Analyzer uses SessionCatalog while resolving relational entities, e.g. databases, tables, columns.

Analyzer is created when SessionState is requested for the analyzer.

Figure 1. Creating Analyzer

Analyzer is available as the analyzer property of a session-specific SessionState.

scala> :type spark
org.apache.spark.sql.SparkSession

scala> :type spark.sessionState.analyzer
org.apache.spark.sql.catalyst.analysis.Analyzer

You can access the analyzed logical plan of a structured query (as a Dataset) using Dataset.explain basic action (with extended flag enabled) or SQL’s EXPLAIN EXTENDED SQL command.

// sample structured query
val inventory = spark
  .range(5)
  .withColumn("new_column", 'id + 5 as "plus5")

// Using explain operator (with extended flag enabled)
scala> inventory.explain(extended = true)
== Parsed Logical Plan ==
'Project [id#0L, ('id + 5) AS plus5#2 AS new_column#3]
+- AnalysisBarrier
      +- Range (0, 5, step=1, splits=Some(8))

== Analyzed Logical Plan ==
id: bigint, new_column: bigint
Project [id#0L, (id#0L + cast(5 as bigint)) AS new_column#3L]
+- Range (0, 5, step=1, splits=Some(8))

== Optimized Logical Plan ==
Project [id#0L, (id#0L + 5) AS new_column#3L]
+- Range (0, 5, step=1, splits=Some(8))

== Physical Plan ==
*(1) Project [id#0L, (id#0L + 5) AS new_column#3L]
+- *(1) Range (0, 5, step=1, splits=8)

Alternatively, you can access the analyzed logical plan using QueryExecution and its analyzed property (that together with numberedTreeString method is a very good "debugging" tool).

val analyzedPlan = inventory.queryExecution.analyzed
scala> println(analyzedPlan.numberedTreeString)
00 Project [id#0L, (id#0L + cast(5 as bigint)) AS new_column#3L]
01 +- Range (0, 5, step=1, splits=Some(8))

Analyzer defines extendedResolutionRules extension point for additional logical evaluation rules that a custom Analyzer can use to extend the Resolution rule batch. The rules are added at the end of the Resolution batch.

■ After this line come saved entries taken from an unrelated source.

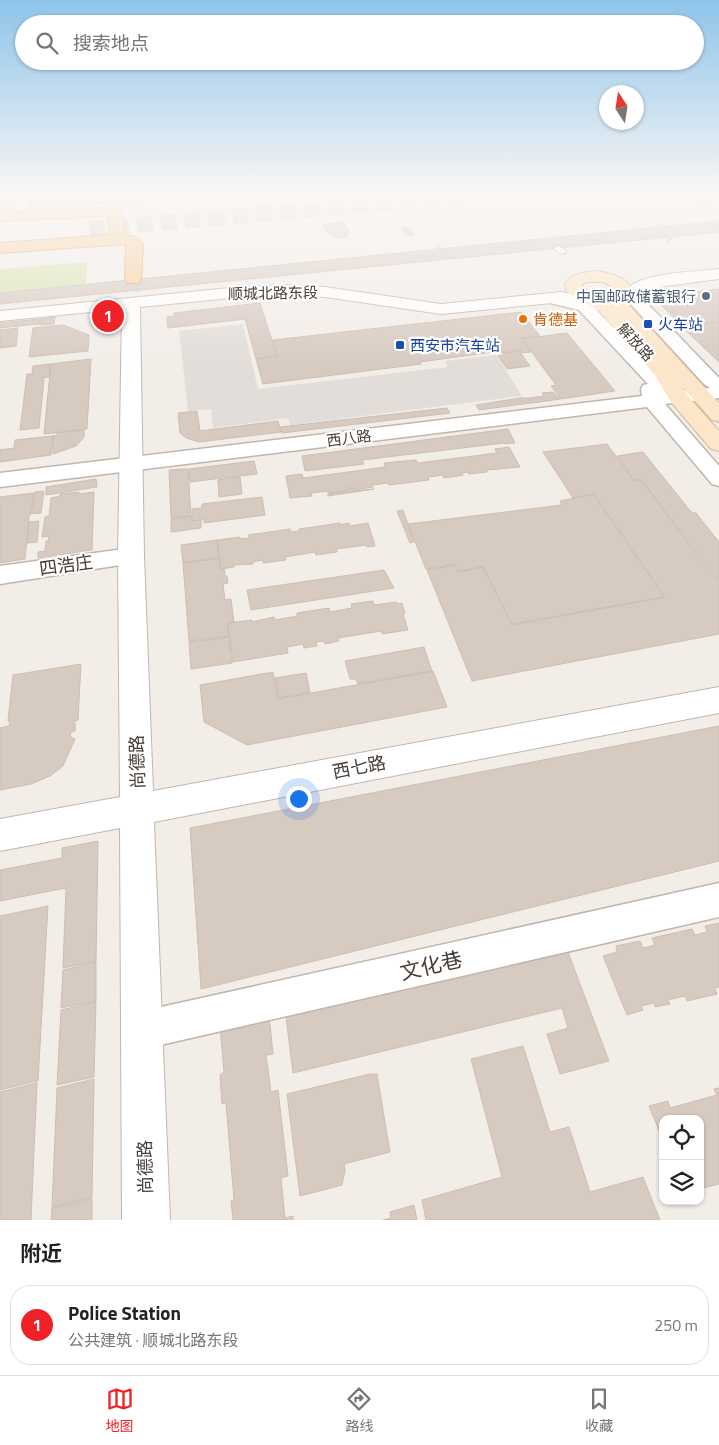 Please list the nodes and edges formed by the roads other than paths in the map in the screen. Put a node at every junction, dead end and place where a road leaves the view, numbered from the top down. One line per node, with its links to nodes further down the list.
1 (134, 253): 3 (main road)
2 (719, 274): 4 (street)
3 (132, 291): 5 (street, 顺城北路东段); 6 (street, 顺城北路东段); 13 (street, 尚德路)
4 (635, 300): 8 (street)
5 (587, 301): 7 (street); 8 (main road, 解放路); 9 (main road, 解放路)
6 (0, 316)
7 (647, 374): 9 (street); 10 (street)
8 (712, 388): 9 (street, 西八路); 11 (main road, 解放路)
9 (678, 398): 10 (street, 西八路); 12 (main road, 解放路)
10 (652, 401): 13 (street, 西八路); 14 (street)
11 (719, 416)
12 (719, 444)
13 (132, 464): 15 (street, 西八路); 16 (street, 尚德路)
14 (719, 479)
15 (0, 480)
16 (131, 556): 17 (street, 四浩庄); 19 (street, 尚德路)
17 (0, 575)
18 (719, 700): 19 (street, 西七路)
19 (138, 809): 20 (street, 西七路); 22 (street, 尚德路)
20 (0, 835)
21 (719, 900): 22 (street, 文化巷)
22 (143, 1030): 23 (street, 尚德路)
23 (146, 1220) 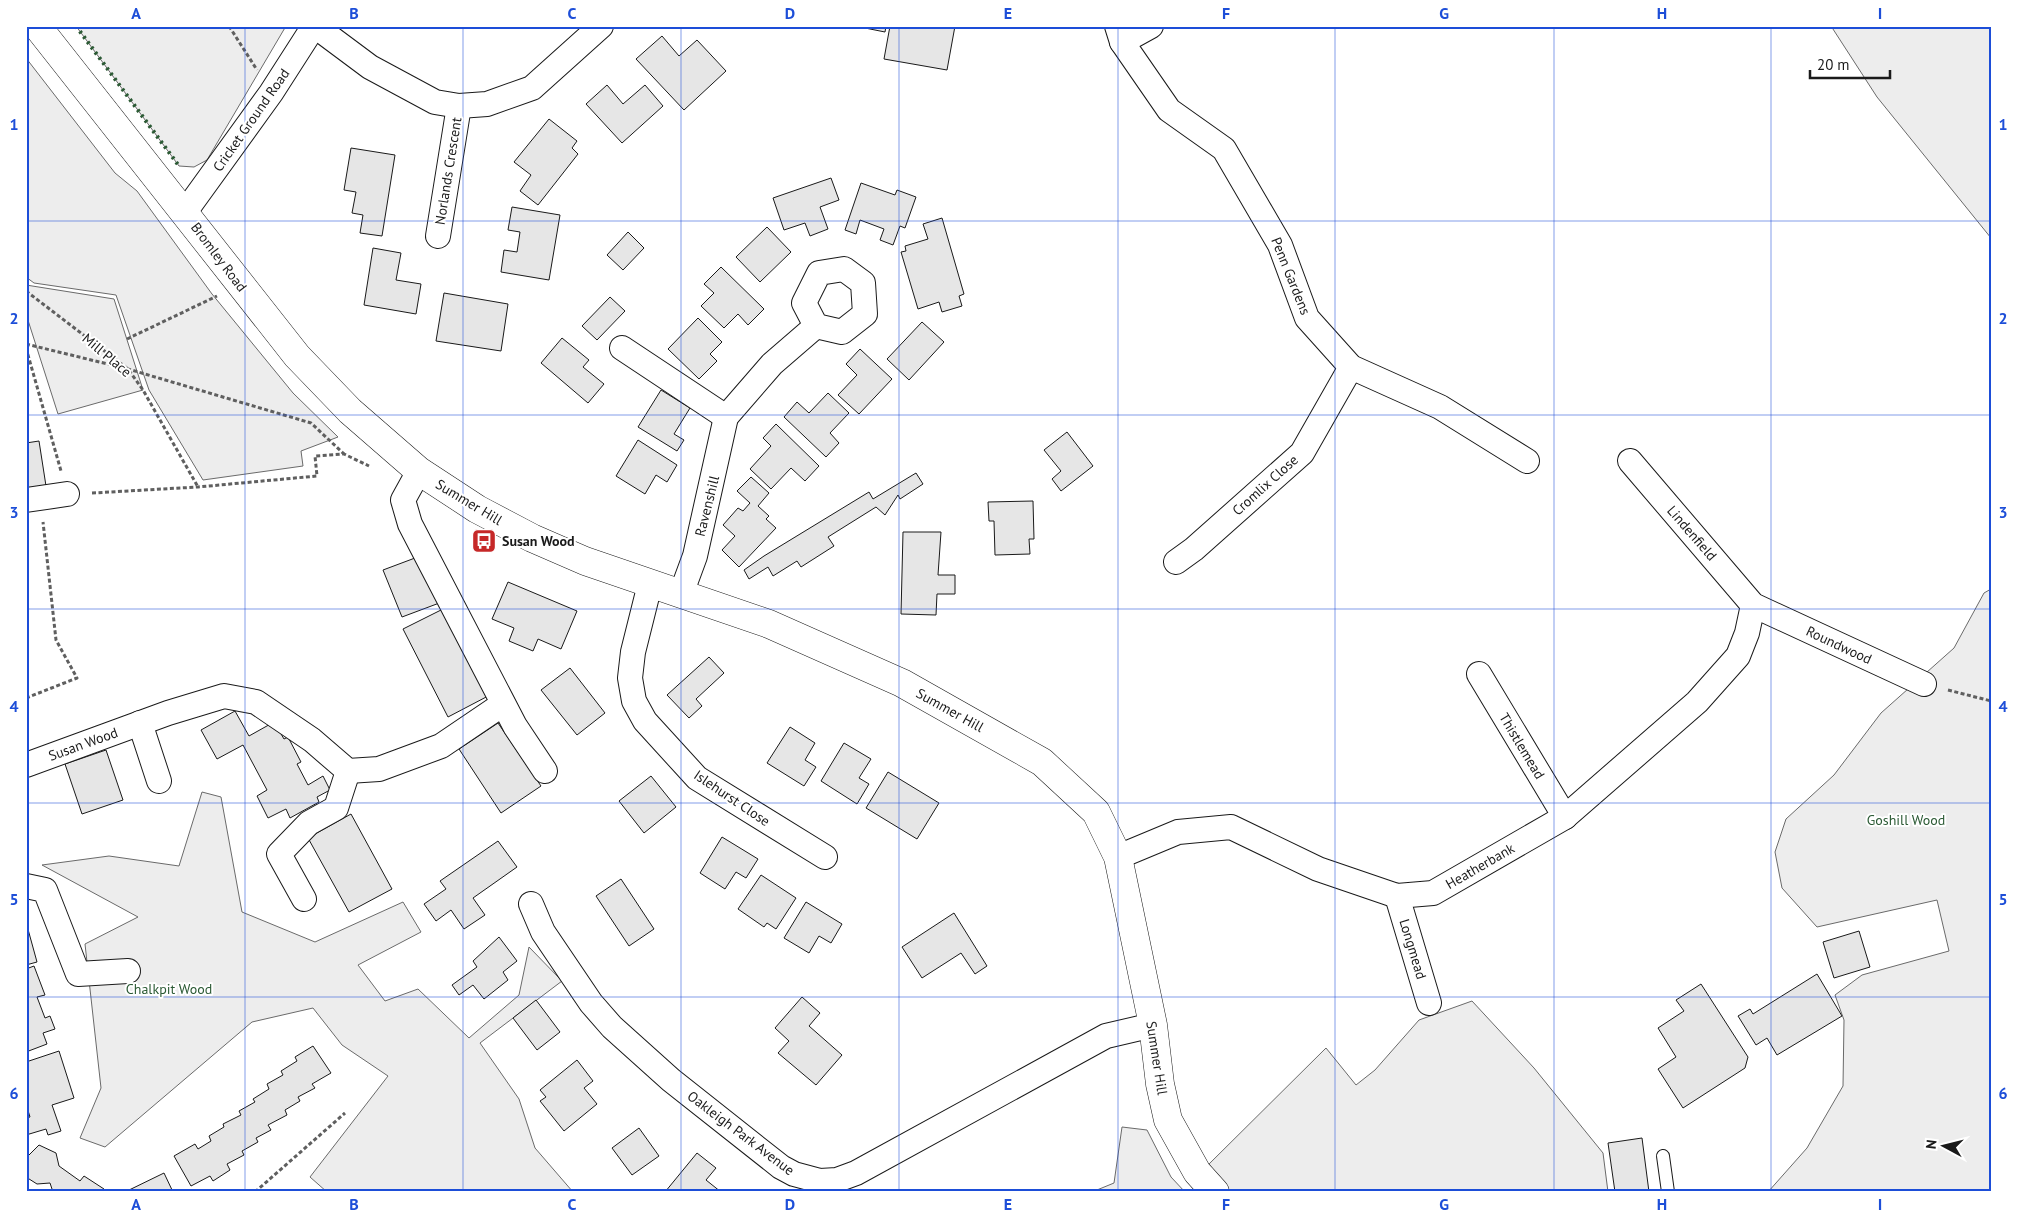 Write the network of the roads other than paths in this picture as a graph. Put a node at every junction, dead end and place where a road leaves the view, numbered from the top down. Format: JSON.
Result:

Note	SessionState uses its own `Analyzer` with custom extendedResolutionRules, postHocResolutionRules, and extendedCheckRules extension methods.

Table 1. Analyzer’s Internal Registries and Counters
Name	Description
`extendedResolutionRules`	Additional rules for Resolution batch. Empty by default
`fixedPoint`	`FixedPoint` with maxIterations for Hints, Substitution, Resolution and Cleanup batches. Set when `Analyzer` is created (and can be defined explicitly or through optimizerMaxIterations configuration setting.
`postHocResolutionRules`	The only rules in Post-Hoc Resolution batch if defined (that are executed in one pass, i.e. `Once` strategy). Empty by default

Analyzer is used by QueryExecution to resolve the managed LogicalPlan (and, as a sort of follow-up, assert that a structured query has already been properly analyzed, i.e. no failed or unresolved or somehow broken logical plan operators and expressions exist).

Tip

Enable TRACE or DEBUG logging levels for the respective session-specific loggers to see what happens inside Analyzer.

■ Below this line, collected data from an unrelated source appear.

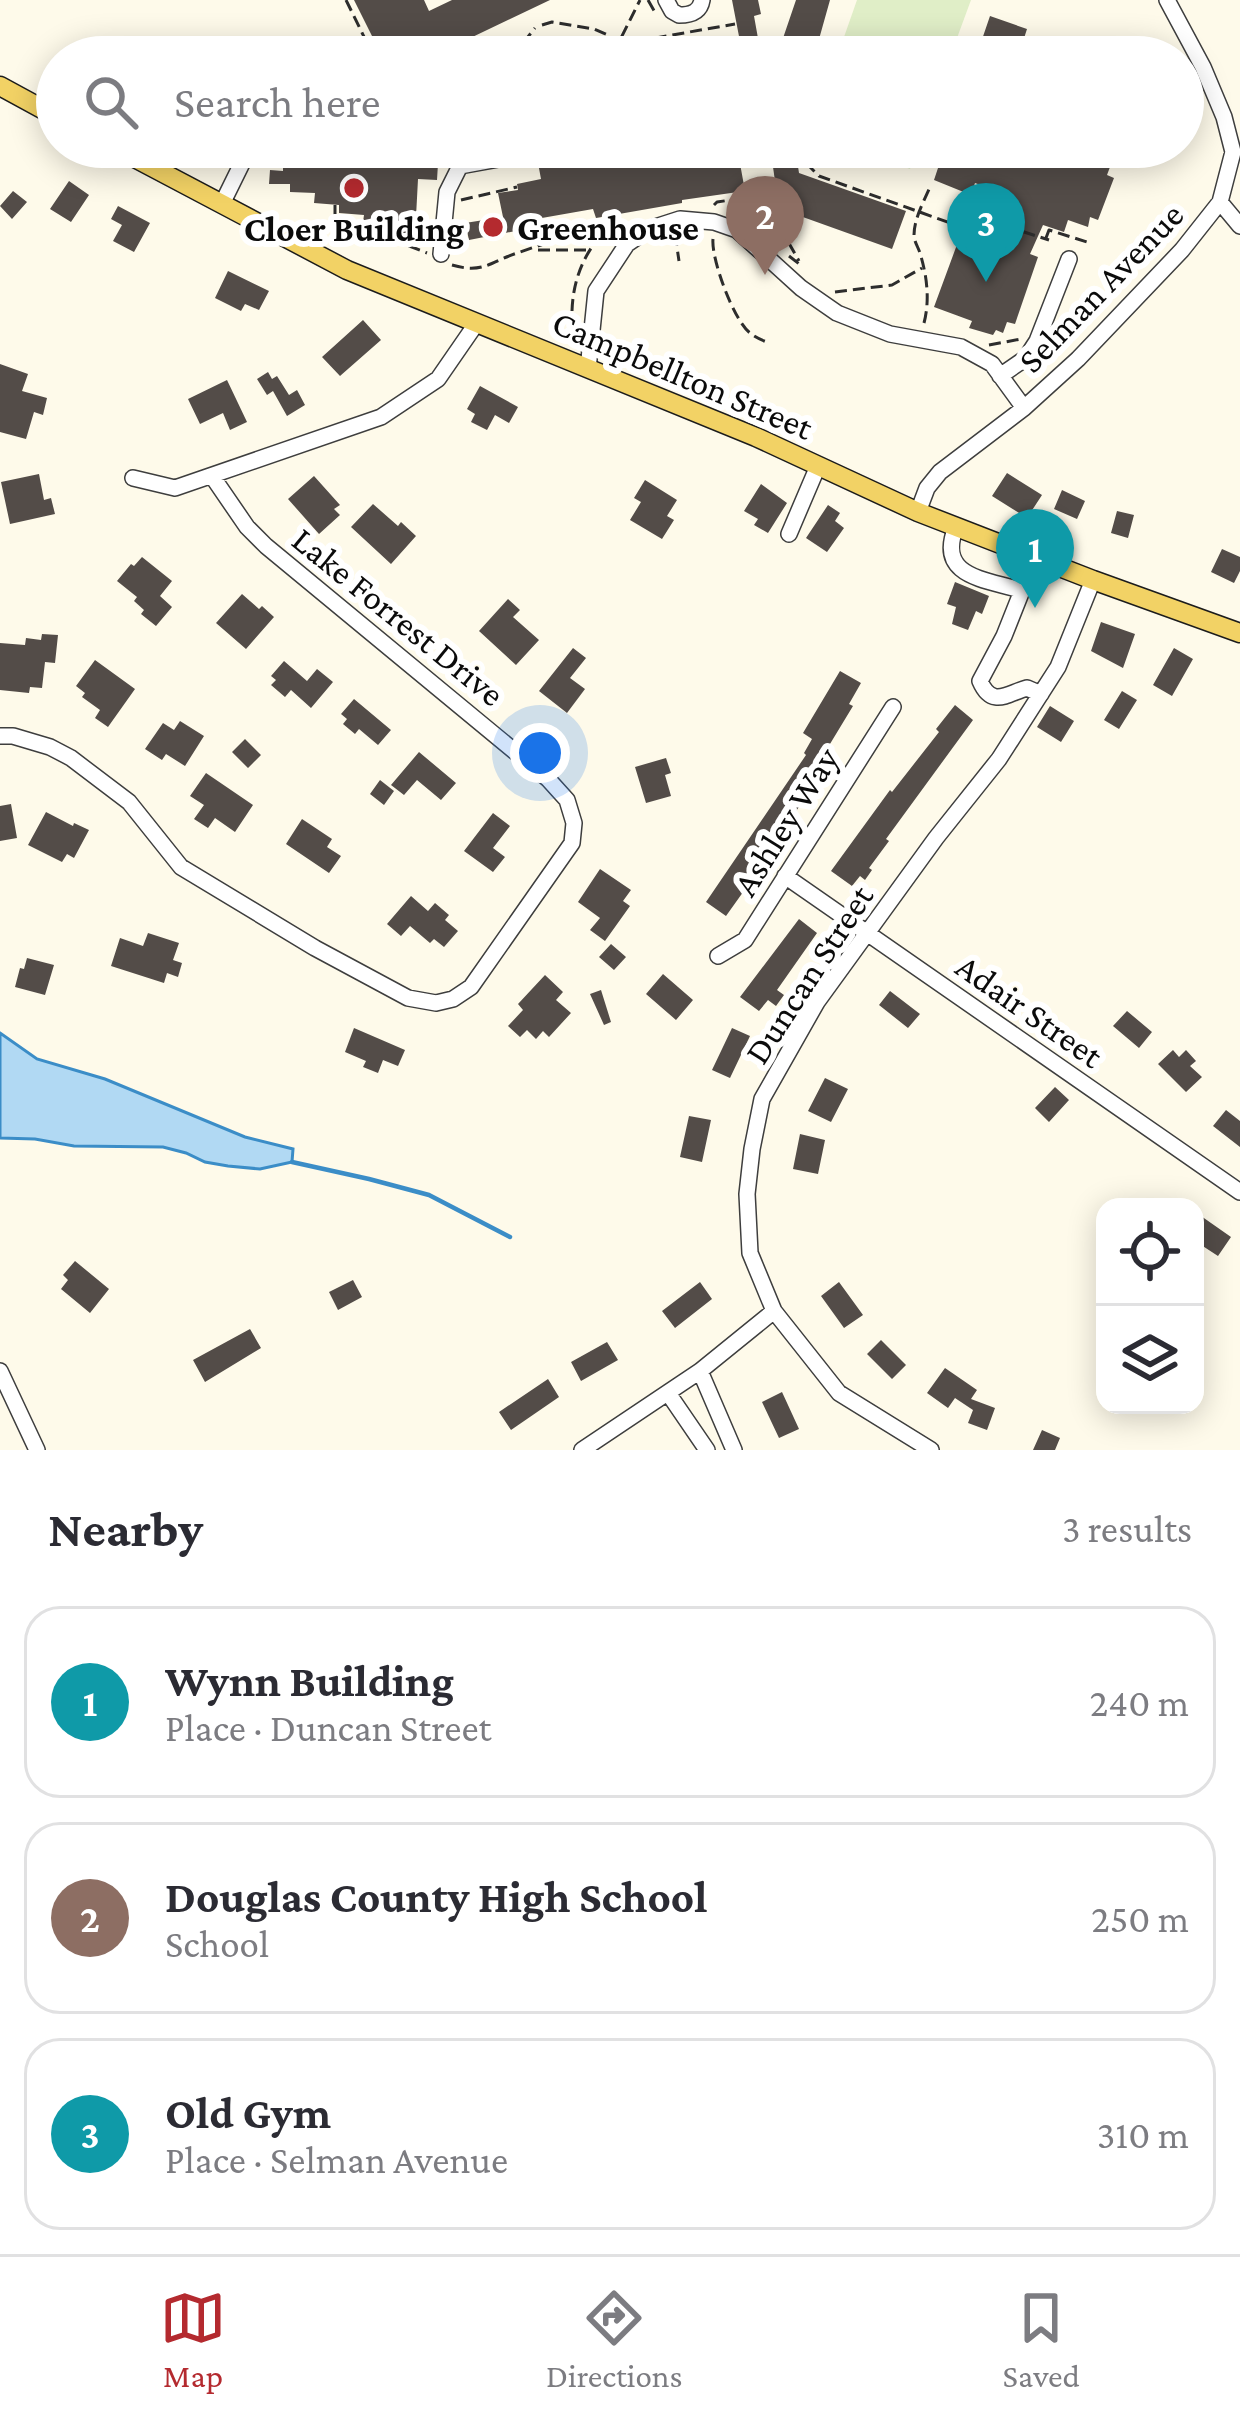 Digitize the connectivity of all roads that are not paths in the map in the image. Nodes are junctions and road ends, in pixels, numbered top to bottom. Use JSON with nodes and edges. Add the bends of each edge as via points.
{"nodes":[{"id":1,"x":666,"y":0,"type":"edge"},
{"id":2,"x":702,"y":0,"type":"edge"},
{"id":3,"x":1167,"y":0,"type":"edge"},
{"id":4,"x":1186,"y":36,"type":"edge"},
{"id":5,"x":1204,"y":69,"type":"edge"},
{"id":6,"x":0,"y":86,"type":"edge"},
{"id":7,"x":36,"y":106,"type":"edge"},
{"id":8,"x":154,"y":168,"type":"edge"},
{"id":9,"x":240,"y":168,"type":"edge"},
{"id":10,"x":459,"y":168,"type":"edge"},
{"id":11,"x":1220,"y":202,"type":"junction"},
{"id":12,"x":222,"y":204,"type":"junction"},
{"id":13,"x":1240,"y":226,"type":"edge"},
{"id":14,"x":442,"y":256,"type":"road end"},
{"id":15,"x":1069,"y":259,"type":"dead end"},
{"id":16,"x":476,"y":324,"type":"junction"},
{"id":17,"x":588,"y":369,"type":"junction"},
{"id":18,"x":1000,"y":376,"type":"junction"},
{"id":19,"x":1024,"y":408,"type":"junction"},
{"id":20,"x":818,"y":466,"type":"junction"},
{"id":21,"x":212,"y":476,"type":"junction"},
{"id":22,"x":134,"y":478,"type":"dead end"},
{"id":23,"x":918,"y":512,"type":"junction"},
{"id":24,"x":956,"y":527,"type":"junction"},
{"id":25,"x":789,"y":534,"type":"dead end"},
{"id":26,"x":1035,"y":558,"type":"junction"},
{"id":27,"x":1093,"y":580,"type":"junction"},
{"id":28,"x":1023,"y":591,"type":"junction"},
{"id":29,"x":1240,"y":633,"type":"edge"},
{"id":30,"x":1041,"y":694,"type":"junction"},
{"id":31,"x":893,"y":707,"type":"dead end"},
{"id":32,"x":0,"y":736,"type":"edge"},
{"id":33,"x":785,"y":877,"type":"junction"},
{"id":34,"x":869,"y":932,"type":"junction"},
{"id":35,"x":718,"y":956,"type":"dead end"},
{"id":36,"x":1240,"y":1192,"type":"edge"},
{"id":37,"x":774,"y":1311,"type":"junction"},
{"id":38,"x":0,"y":1371,"type":"edge"},
{"id":39,"x":700,"y":1371,"type":"junction"},
{"id":40,"x":668,"y":1393,"type":"junction"},
{"id":41,"x":38,"y":1450,"type":"edge"},
{"id":42,"x":582,"y":1450,"type":"edge"},
{"id":43,"x":707,"y":1450,"type":"edge"},
{"id":44,"x":734,"y":1450,"type":"edge"},
{"id":45,"x":931,"y":1450,"type":"edge"}],
"edges":[{"from":1,"to":2,"type":"street","via":[[679,15],[695,12]]},
{"from":3,"to":4,"type":"street","name":"Selman Avenue"},
{"from":5,"to":11,"type":"street","name":"Selman Avenue","via":[[1233,152]]},
{"from":6,"to":7,"type":"main road"},
{"from":8,"to":12,"type":"main road","name":"Campbellton Street"},
{"from":9,"to":12,"type":"street"},
{"from":10,"to":14,"type":"street","via":[[447,192]]},
{"from":11,"to":13,"type":"street"},
{"from":11,"to":19,"type":"street","name":"Selman Avenue"},
{"from":12,"to":16,"type":"main road","name":"Campbellton Street","via":[[347,270]]},
{"from":15,"to":18,"type":"street","via":[[1037,341]]},
{"from":16,"to":17,"type":"main road","name":"Campbellton Street"},
{"from":16,"to":21,"type":"street","via":[[438,379],[381,417]]},
{"from":17,"to":18,"type":"street","via":[[596,291],[627,244],[649,229],[712,215],[837,313],[890,334],[961,347]]},
{"from":17,"to":20,"type":"main road","name":"Campbellton Street"},
{"from":18,"to":19,"type":"street"},
{"from":19,"to":23,"type":"street","name":"Selman Avenue","via":[[940,472]]},
{"from":20,"to":23,"type":"main road","name":"Campbellton Street"},
{"from":20,"to":25,"type":"street"},
{"from":21,"to":22,"type":"street","via":[[175,488]]},
{"from":21,"to":32,"type":"street","name":"Lake Forrest Drive","via":[[266,546],[567,800],[572,843],[471,987],[436,1003],[408,998],[181,867],[129,802],[71,758]]},
{"from":23,"to":24,"type":"main road","name":"Campbellton Street"},
{"from":24,"to":26,"type":"main road","name":"Campbellton Street"},
{"from":24,"to":28,"type":"street","via":[[950,541],[957,566]]},
{"from":26,"to":27,"type":"main road","name":"Campbellton Street"},
{"from":26,"to":28,"type":"street"},
{"from":27,"to":29,"type":"main road","name":"Campbellton Street"},
{"from":27,"to":30,"type":"street","name":"Duncan Street"},
{"from":28,"to":30,"type":"street","via":[[980,681],[992,696],[1027,688]]},
{"from":30,"to":34,"type":"street","name":"Duncan Street"},
{"from":31,"to":33,"type":"street","name":"Ashley Way"},
{"from":33,"to":34,"type":"street","name":"Adair Street"},
{"from":33,"to":35,"type":"street","name":"Ashley Way","via":[[745,940]]},
{"from":34,"to":36,"type":"street","name":"Adair Street"},
{"from":34,"to":37,"type":"street","name":"Duncan Street","via":[[817,1002],[762,1100],[747,1194],[750,1253]]},
{"from":37,"to":39,"type":"street"},
{"from":37,"to":45,"type":"street","name":"Duncan Street","via":[[838,1393]]},
{"from":38,"to":41,"type":"street"},
{"from":39,"to":40,"type":"street"},
{"from":39,"to":44,"type":"street"},
{"from":40,"to":42,"type":"street"},
{"from":40,"to":43,"type":"street"}]}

org.apache.spark.sql.internal.SessionState$$anon$1
org.apache.spark.sql.hive.HiveSessionStateBuilder$$anon$1 when Hive support is enabled

Add the following line to conf/log4j.properties:

# with no Hive support
log4j.logger.org.apache.spark.sql.internal.SessionState$$anon$1=TRACE

# with Hive support enabled
log4j.logger.org.apache.spark.sql.hive.HiveSessionStateBuilder$$anon$1=DEBUG

Refer to Logging.

The reason for such weird-looking logger names is that analyzer attribute is created as an anonymous subclass of Analyzer class in the respective SessionStates.

Executing Logical Evaluation Rules — `execute` Method

Analyzer is a RuleExecutor that defines the logical rules (i.e. resolving, removing, and in general modifying it), e.g.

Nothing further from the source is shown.